ASSIGNED TASK - Report back each line of the data that contains the word "highway".

Collected data entries:
■ ■ ■ ■ ■
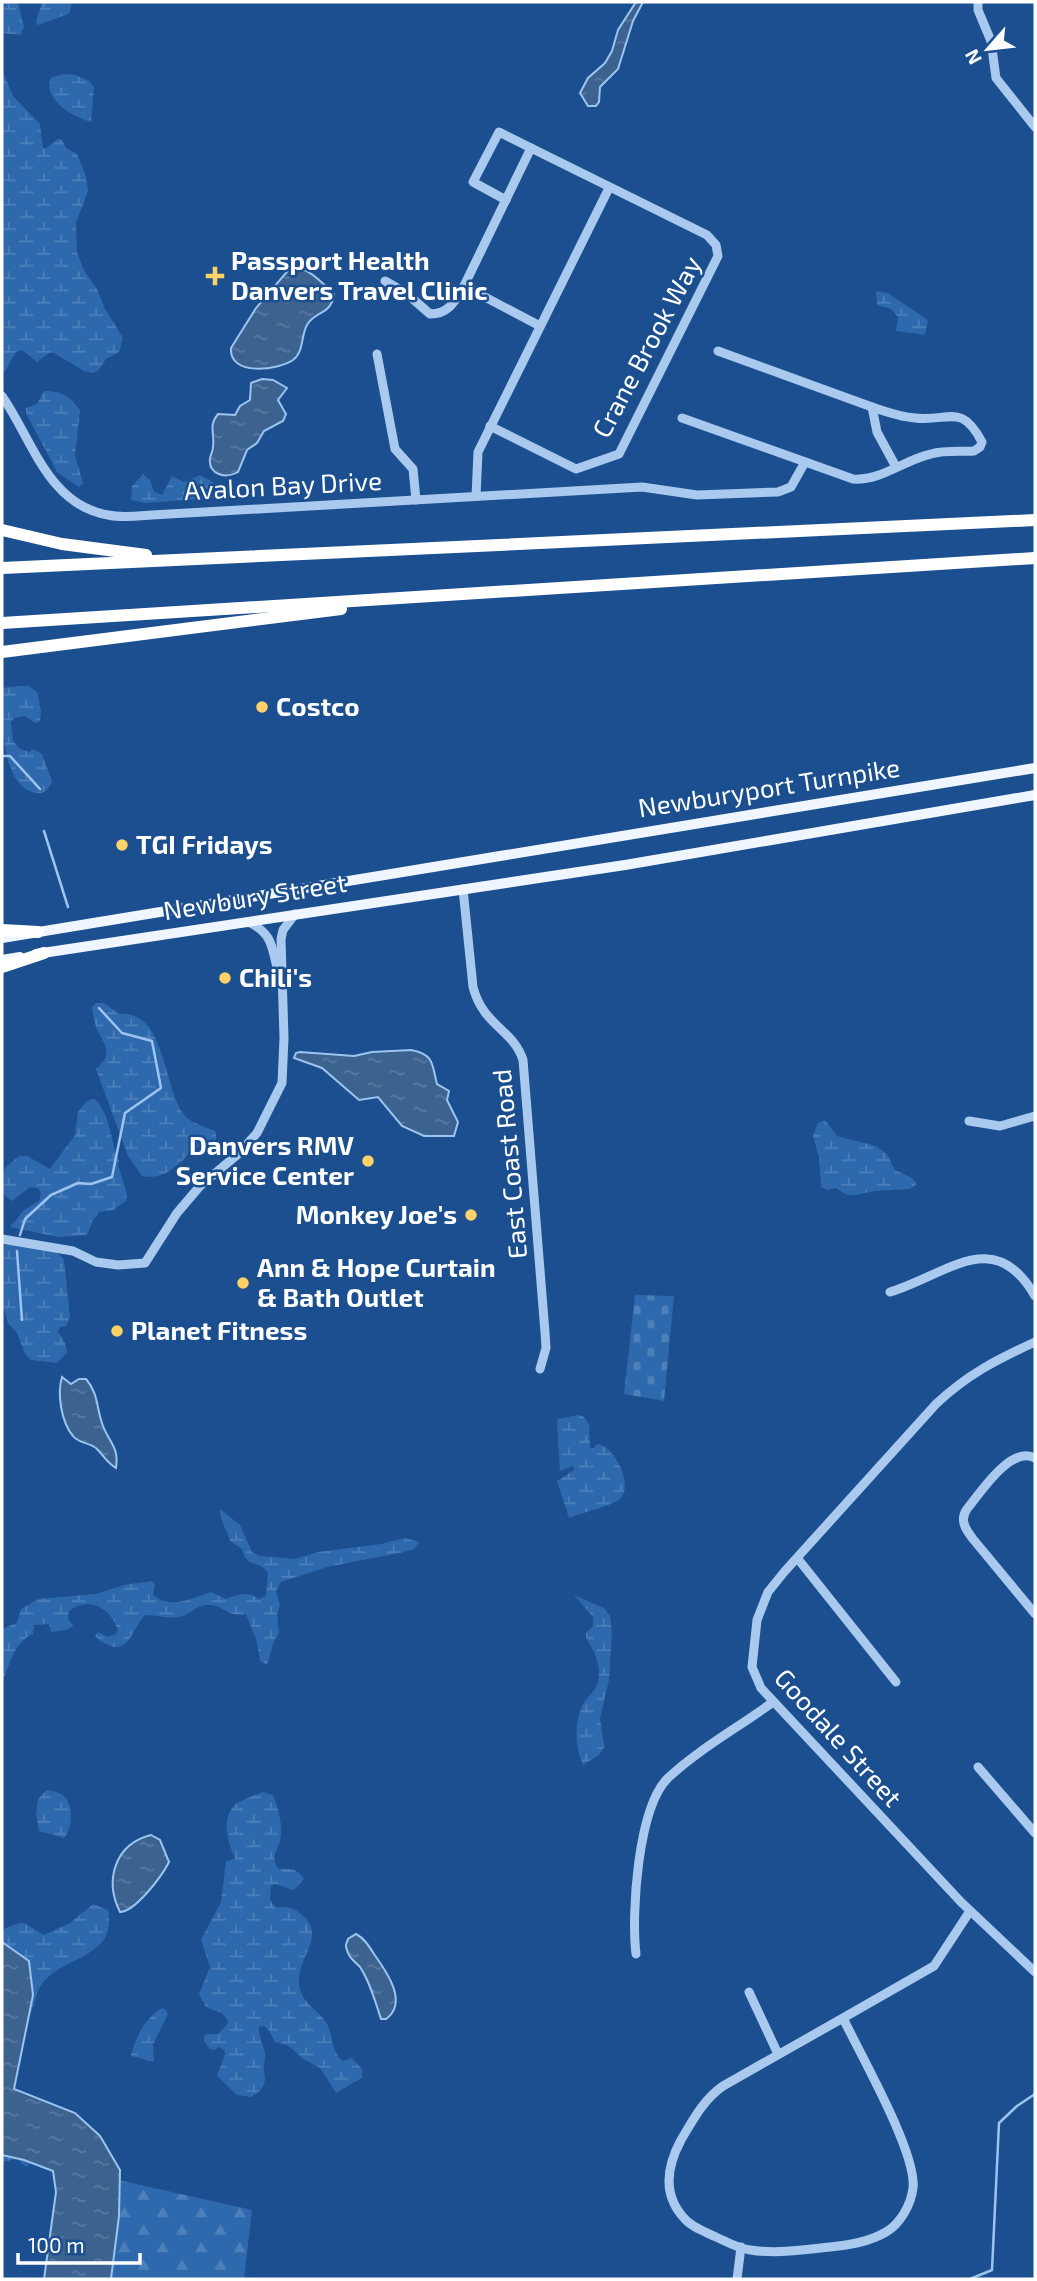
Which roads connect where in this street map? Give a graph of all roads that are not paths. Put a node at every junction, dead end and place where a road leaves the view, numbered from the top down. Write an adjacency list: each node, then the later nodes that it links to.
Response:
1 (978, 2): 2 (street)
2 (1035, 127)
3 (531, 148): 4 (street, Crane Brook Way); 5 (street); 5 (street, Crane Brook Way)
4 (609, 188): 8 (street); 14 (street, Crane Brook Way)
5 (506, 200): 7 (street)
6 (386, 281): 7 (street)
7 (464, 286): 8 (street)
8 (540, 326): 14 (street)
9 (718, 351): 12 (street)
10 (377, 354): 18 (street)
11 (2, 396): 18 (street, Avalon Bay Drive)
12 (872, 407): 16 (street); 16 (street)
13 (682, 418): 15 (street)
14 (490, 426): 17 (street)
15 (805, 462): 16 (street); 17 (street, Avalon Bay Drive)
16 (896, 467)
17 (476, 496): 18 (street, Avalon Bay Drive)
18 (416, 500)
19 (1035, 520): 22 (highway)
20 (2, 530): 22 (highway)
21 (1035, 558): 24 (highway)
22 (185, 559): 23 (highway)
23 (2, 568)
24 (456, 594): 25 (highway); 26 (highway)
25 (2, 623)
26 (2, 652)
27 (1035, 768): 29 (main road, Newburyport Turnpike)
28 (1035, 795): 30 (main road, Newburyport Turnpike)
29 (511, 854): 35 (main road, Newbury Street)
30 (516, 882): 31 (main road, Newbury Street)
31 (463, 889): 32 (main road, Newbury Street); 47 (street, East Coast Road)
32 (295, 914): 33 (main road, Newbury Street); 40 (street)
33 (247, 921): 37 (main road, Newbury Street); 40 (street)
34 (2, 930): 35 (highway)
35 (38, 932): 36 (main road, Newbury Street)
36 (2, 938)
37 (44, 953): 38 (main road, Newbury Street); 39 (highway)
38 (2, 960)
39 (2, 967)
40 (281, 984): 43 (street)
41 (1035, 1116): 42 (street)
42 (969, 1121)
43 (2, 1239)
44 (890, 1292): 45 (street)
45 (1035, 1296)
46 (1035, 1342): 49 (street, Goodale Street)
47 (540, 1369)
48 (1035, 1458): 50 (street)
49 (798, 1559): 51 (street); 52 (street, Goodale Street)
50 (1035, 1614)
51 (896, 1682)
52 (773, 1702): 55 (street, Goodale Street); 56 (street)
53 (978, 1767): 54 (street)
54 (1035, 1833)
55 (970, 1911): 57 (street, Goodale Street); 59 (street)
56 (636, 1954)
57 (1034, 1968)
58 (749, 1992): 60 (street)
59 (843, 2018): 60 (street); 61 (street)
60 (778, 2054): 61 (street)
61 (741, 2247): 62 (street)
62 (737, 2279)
■ ■ ■ ■ ■
SOLUTION FOR THIS TASK -
19 (1035, 520): 22 (highway)
20 (2, 530): 22 (highway)
21 (1035, 558): 24 (highway)
22 (185, 559): 23 (highway)
24 (456, 594): 25 (highway); 26 (highway)
34 (2, 930): 35 (highway)
37 (44, 953): 38 (main road, Newbury Street); 39 (highway)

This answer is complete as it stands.